思い出は、雪のように舞う


  
 昔々といっても、それは50年ほど昔のこと。焼け跡の中から人々が立ち上がり、日本の景気が右肩上がりに上向き始めた頃のことだった。
 当時、26歳だった和江は、水産加工物を取り扱う会社の経理課で、事務員をしていた。戦死した父にかわって、彼女は一家の稼ぎ頭だったのだ。パソコンや電卓のなかったその時代には、算盤をはじいてペン書きで帳簿に記入していったものだ。母が夜なべして縫ってくれた服の上に、お仕着せの紺色の上っ張りを羽織っていた。今の時代の若い人のように、好きな色に髪を染めるなどということは考えられなかったし、化粧といっても粉おしろいをはたいて口紅を塗るくらいのものだった。

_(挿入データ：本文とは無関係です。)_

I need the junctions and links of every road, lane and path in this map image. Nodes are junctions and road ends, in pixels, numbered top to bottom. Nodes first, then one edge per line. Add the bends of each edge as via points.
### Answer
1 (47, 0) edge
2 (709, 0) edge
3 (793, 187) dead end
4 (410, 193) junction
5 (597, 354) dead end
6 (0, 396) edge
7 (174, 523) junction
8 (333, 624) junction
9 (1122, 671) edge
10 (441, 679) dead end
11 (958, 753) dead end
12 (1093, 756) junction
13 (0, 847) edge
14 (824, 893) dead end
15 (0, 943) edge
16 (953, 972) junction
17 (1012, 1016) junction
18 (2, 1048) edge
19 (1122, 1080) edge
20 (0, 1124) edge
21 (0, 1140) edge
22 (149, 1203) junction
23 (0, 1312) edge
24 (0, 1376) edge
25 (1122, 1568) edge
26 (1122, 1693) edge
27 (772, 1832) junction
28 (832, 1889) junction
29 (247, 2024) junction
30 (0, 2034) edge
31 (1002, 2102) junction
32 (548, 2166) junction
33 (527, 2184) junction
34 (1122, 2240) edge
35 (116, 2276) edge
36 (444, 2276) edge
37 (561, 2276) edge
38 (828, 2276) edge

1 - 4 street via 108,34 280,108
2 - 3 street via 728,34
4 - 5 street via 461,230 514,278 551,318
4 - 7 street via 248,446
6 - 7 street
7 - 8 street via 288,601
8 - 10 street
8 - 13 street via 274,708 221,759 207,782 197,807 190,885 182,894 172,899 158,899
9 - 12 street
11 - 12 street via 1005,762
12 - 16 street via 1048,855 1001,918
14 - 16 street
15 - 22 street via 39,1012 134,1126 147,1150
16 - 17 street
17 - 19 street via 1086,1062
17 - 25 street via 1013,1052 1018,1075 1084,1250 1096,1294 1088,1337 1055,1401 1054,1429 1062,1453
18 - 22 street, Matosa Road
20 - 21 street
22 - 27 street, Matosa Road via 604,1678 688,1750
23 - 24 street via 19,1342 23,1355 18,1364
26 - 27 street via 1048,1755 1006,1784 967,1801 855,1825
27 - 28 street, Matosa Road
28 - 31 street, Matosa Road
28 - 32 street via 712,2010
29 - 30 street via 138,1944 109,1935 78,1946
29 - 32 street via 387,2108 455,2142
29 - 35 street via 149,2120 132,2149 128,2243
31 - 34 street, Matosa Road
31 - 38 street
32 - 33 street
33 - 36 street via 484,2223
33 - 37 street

 テレビが出始めたころで、会社に行くと、その話題で持ちきりだったのを憶えている。物は豊かではなかったが、そのぶん、すべては驚きを持って迎え入れられたので、思い出だけはきっと今の人たちよりも豊かだろう。しかし、和枝の頭の中では色褪せることなく輝き続けるそれらの思い出だが、聞かされる身になればただの昔話でしかない。

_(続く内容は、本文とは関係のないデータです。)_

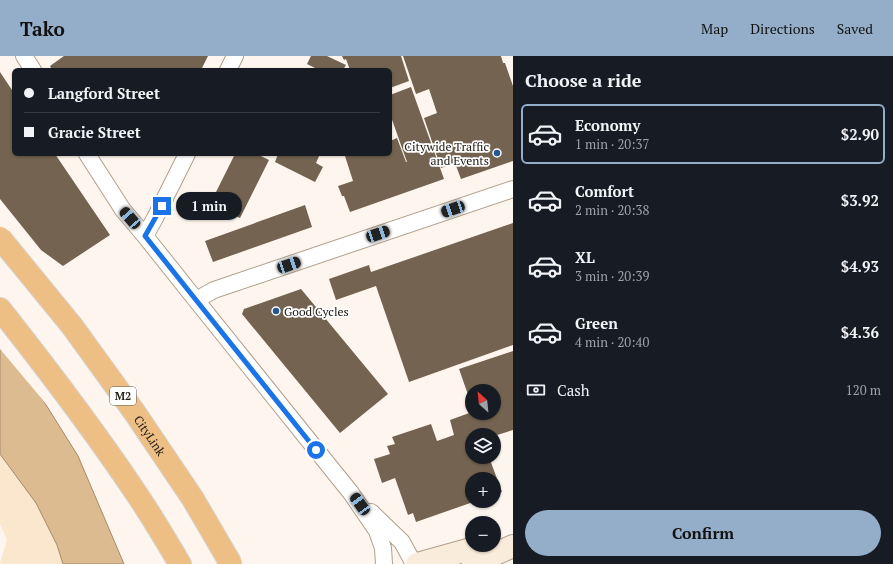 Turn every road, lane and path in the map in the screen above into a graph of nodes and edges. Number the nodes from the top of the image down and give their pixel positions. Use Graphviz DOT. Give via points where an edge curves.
graph roads {
  1 [pos="24,56"];
  2 [pos="235,56"];
  3 [pos="32,68"];
  4 [pos="229,68"];
  5 [pos="88,156"];
  6 [pos="186,156"];
  7 [pos="513,189"];
  8 [pos="145,236"];
  9 [pos="0,238"];
  10 [pos="196,300"];
  11 [pos="0,309"];
  12 [pos="351,492"];
  13 [pos="513,538"];
  14 [pos="501,541"];
  15 [pos="513,546"];
  16 [pos="465,551"];
  17 [pos="180,564"];
  18 [pos="230,564"];
  19 [pos="384,564"];
  20 [pos="416,564"];
  21 [pos="474,564"];
  1 -- 3 [label="street"];
  2 -- 4 [label="street"];
  5 -- 8 [label="street" via="123,210"];
  6 -- 8 [label="street"];
  7 -- 10 [label="street" via="214,290"];
  8 -- 10 [label="street"];
  9 -- 18 [label="highway, CityLink / M2, bridge" via="72,326 135,413 193,499"];
  10 -- 12 [label="street"];
  11 -- 17 [label="highway" via="80,413 141,500"];
  12 -- 19 [label="street" via="377,531 383,548"];
  12 -- 20 [label="street" via="402,542"];
  13 -- 14 [label="street"];
  15 -- 21 [label="street"];
  16 -- 20 [label="street"];
} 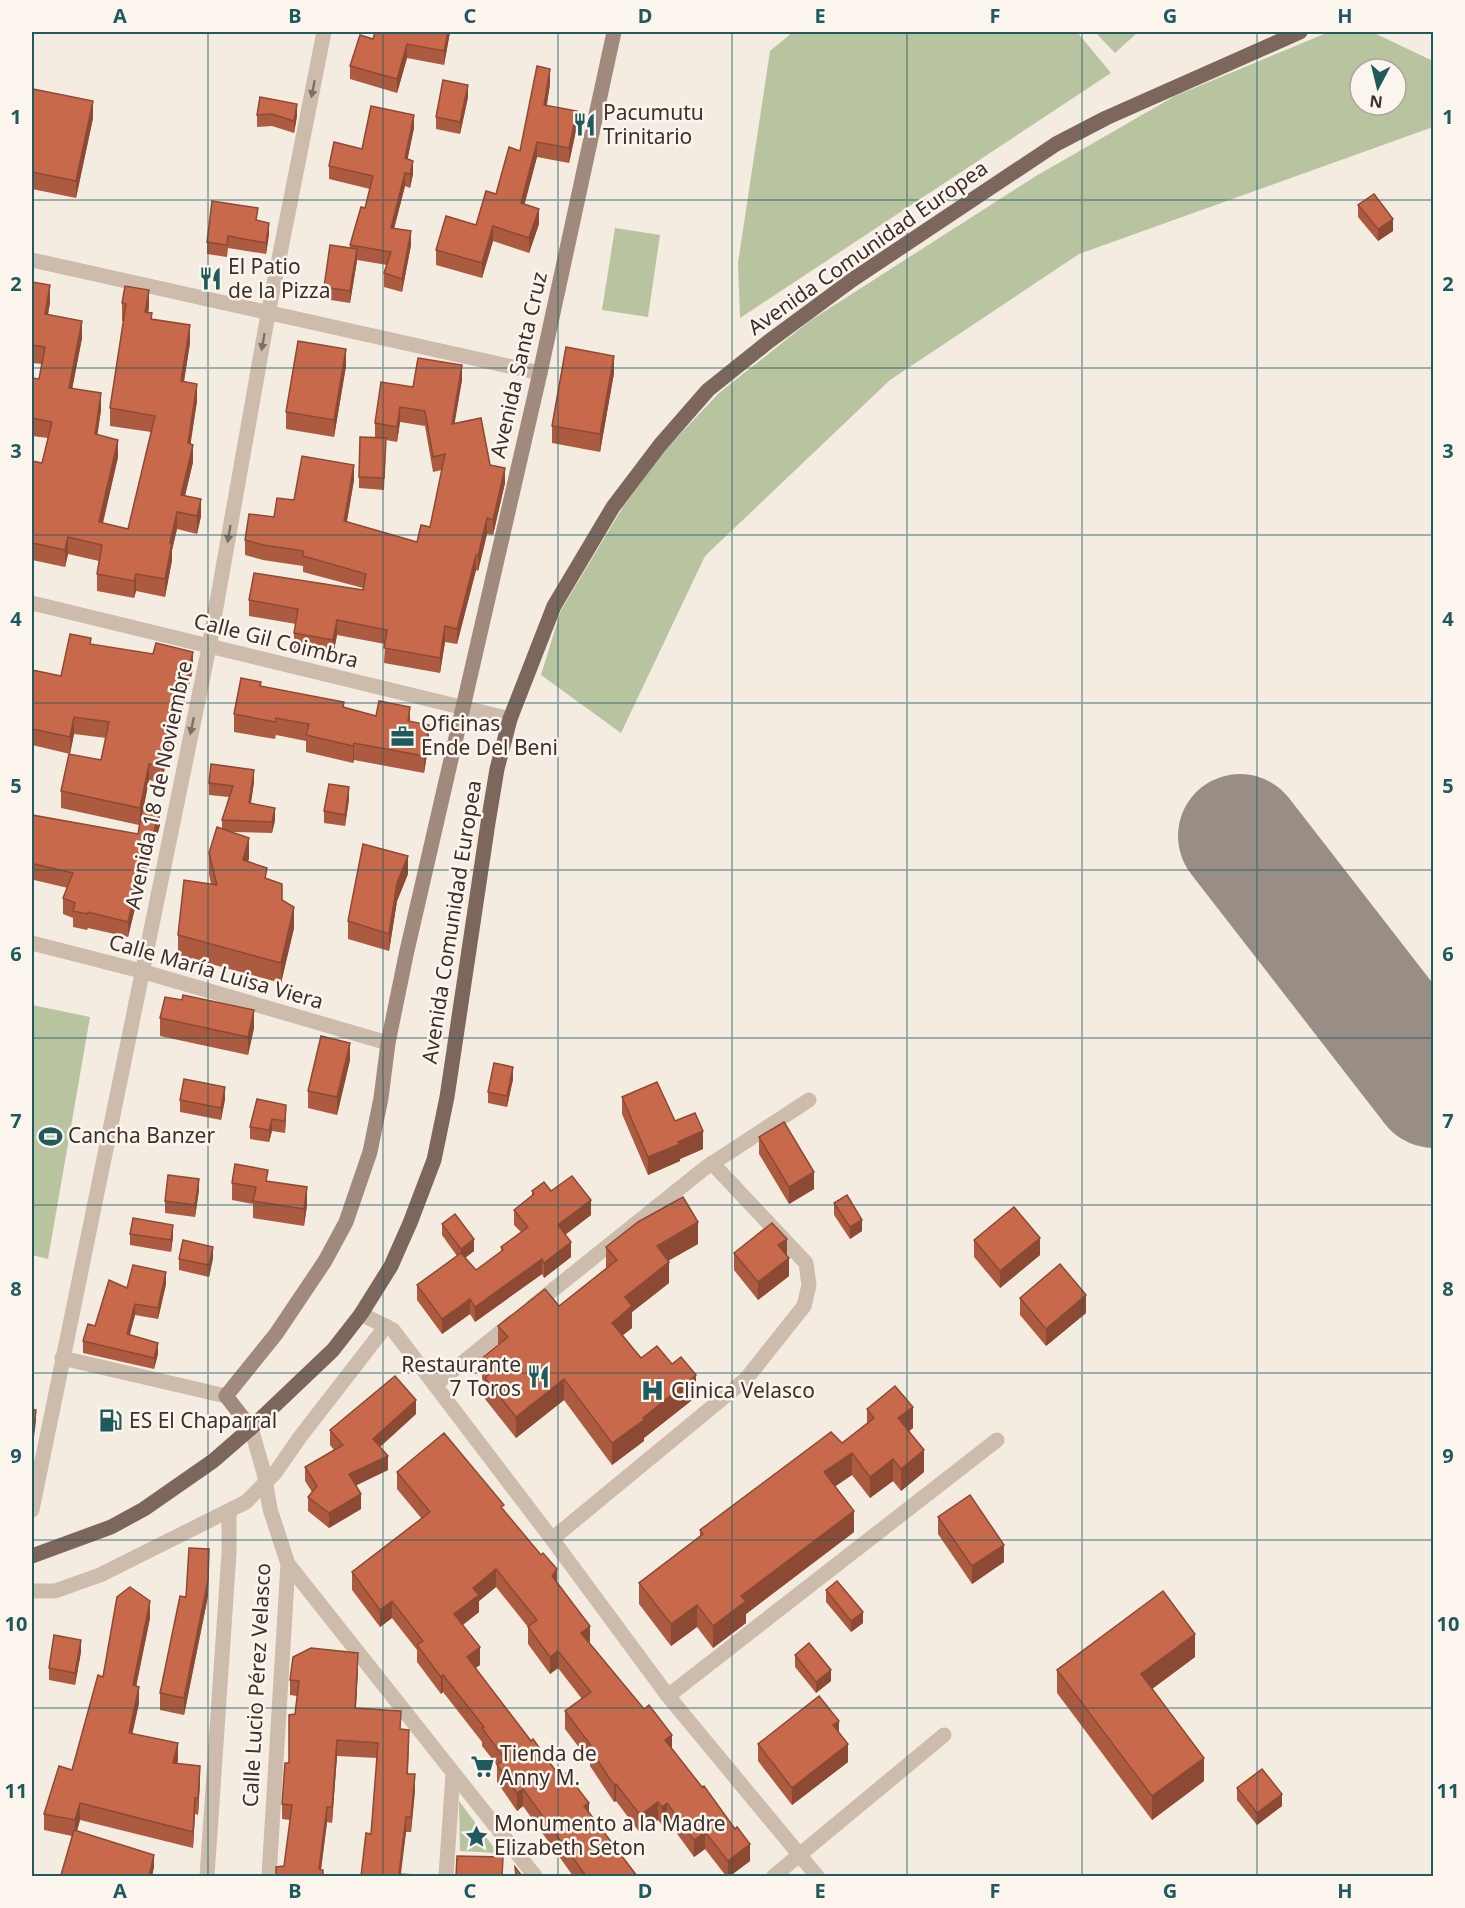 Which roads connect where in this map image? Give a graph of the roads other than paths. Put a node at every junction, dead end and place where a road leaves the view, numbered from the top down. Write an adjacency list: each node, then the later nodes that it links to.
1 (324, 32): 5 (street, Avenida 18 de Noviembre, one-way to 5)
2 (614, 32): 6 (main road, Avenida Santa Cruz)
3 (1300, 32): 10 (main road, Avenida Comunidad Europea)
4 (32, 260): 5 (street)
5 (268, 314): 6 (street); 8 (street, Avenida 18 de Noviembre, one-way to 8)
6 (540, 374): 9 (main road, Avenida Santa Cruz)
7 (32, 603): 8 (street, Calle Gil Coimbra)
8 (209, 646): 9 (street, Calle Gil Coimbra); 12 (street, Avenida 18 de Noviembre, one-way to 12)
9 (461, 707): 10 (street, Calle Gil Coimbra); 13 (main road, Avenida Santa Cruz)
10 (510, 718): 16 (main road, Avenida Comunidad Europea)
11 (32, 944): 12 (street, Calle María Luisa Viera)
12 (141, 971): 13 (street, Calle María Luisa Viera); 18 (street, Avenida 18 de Noviembre)
13 (388, 1043): 20 (main road, Avenida Santa Cruz)
14 (809, 1100): 15 (street)
15 (712, 1163): 19 (street); 26 (street)
16 (361, 1314): 17 (street); 21 (main road, Avenida Comunidad Europea)
17 (386, 1326): 19 (street); 23 (street)
18 (62, 1358): 20 (street); 24 (street, Avenida 18 de Noviembre)
19 (435, 1385): 26 (street)
20 (226, 1396): 21 (main road)
21 (251, 1428): 23 (street, Calle Lucio Pérez Velasco); 27 (main road, Avenida Comunidad Europea)
22 (997, 1440): 30 (street)
23 (265, 1483): 25 (street); 28 (street, Calle Lucio Pérez Velasco)
24 (32, 1510)
25 (229, 1512): 29 (street); 34 (street)
26 (552, 1539): 30 (street)
27 (32, 1556)
28 (288, 1564): 32 (street); 35 (street, Calle Lucio Pérez Velasco)
29 (32, 1591)
30 (668, 1696): 33 (street)
31 (944, 1735): 33 (street)
32 (453, 1774): 36 (street); 37 (street)
33 (800, 1855): 38 (street); 39 (street)
34 (207, 1876)
35 (269, 1876)
36 (446, 1876)
37 (535, 1876)
38 (774, 1876)
39 (817, 1876)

「ああ、また、おばあちゃんの昔話が始まった。もう、何度も聞かされた話……」
 家族は機嫌のよい時は和枝の話をなだめるようにさえぎり、忙しい時は返事もなく部屋から出ていく。その後ろ姿に虚しさが先に立ち、長男夫婦と同居という恵まれた立場にありながら、家族を恨んだこともある。しかし恨みの思いがつのったのも、考えればまだ若かったのだと、この年齢になれば思い至る。

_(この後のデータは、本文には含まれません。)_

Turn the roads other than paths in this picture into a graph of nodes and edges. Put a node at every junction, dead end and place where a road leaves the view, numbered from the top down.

 3人の子どもたちは次々と結婚して、当然と言えば当然だが、母親の和枝よりも自分たちの家族を大切にするようになった。その隙間を埋めるように次々と生まれる可愛い孫には慰められたが、それも過ぎてしまえばあっというまの出来事でしかない。10年前に長年連れ添った夫の孝雄が亡くなり、数年前には同居していた最後の孫が就職して家を出て行った。現在では長男夫婦と自分の3人暮らしだ。


  
 日当たりのよい8畳の座敷が和枝の城だ。
 もともと出歩くことは性にあっていなかったが、最近の和枝はますます出不精になった。毎日、気ままに寝たり起きたりの生活をしている。まだまだ体のほうは自由が利いているので、自分の昔話を家族が聞いてくれないなどというのは、贅沢な悩みだと人に言われ自分もそう思う。あとはお迎えが来るそのときまで健康でいて、そしてその時がきたら、息子の清志の嫁の恵子さんに迷惑をかけないようにと願っている。そのためにも、残された時間をなるべく、身辺整理にあてようと考えていた。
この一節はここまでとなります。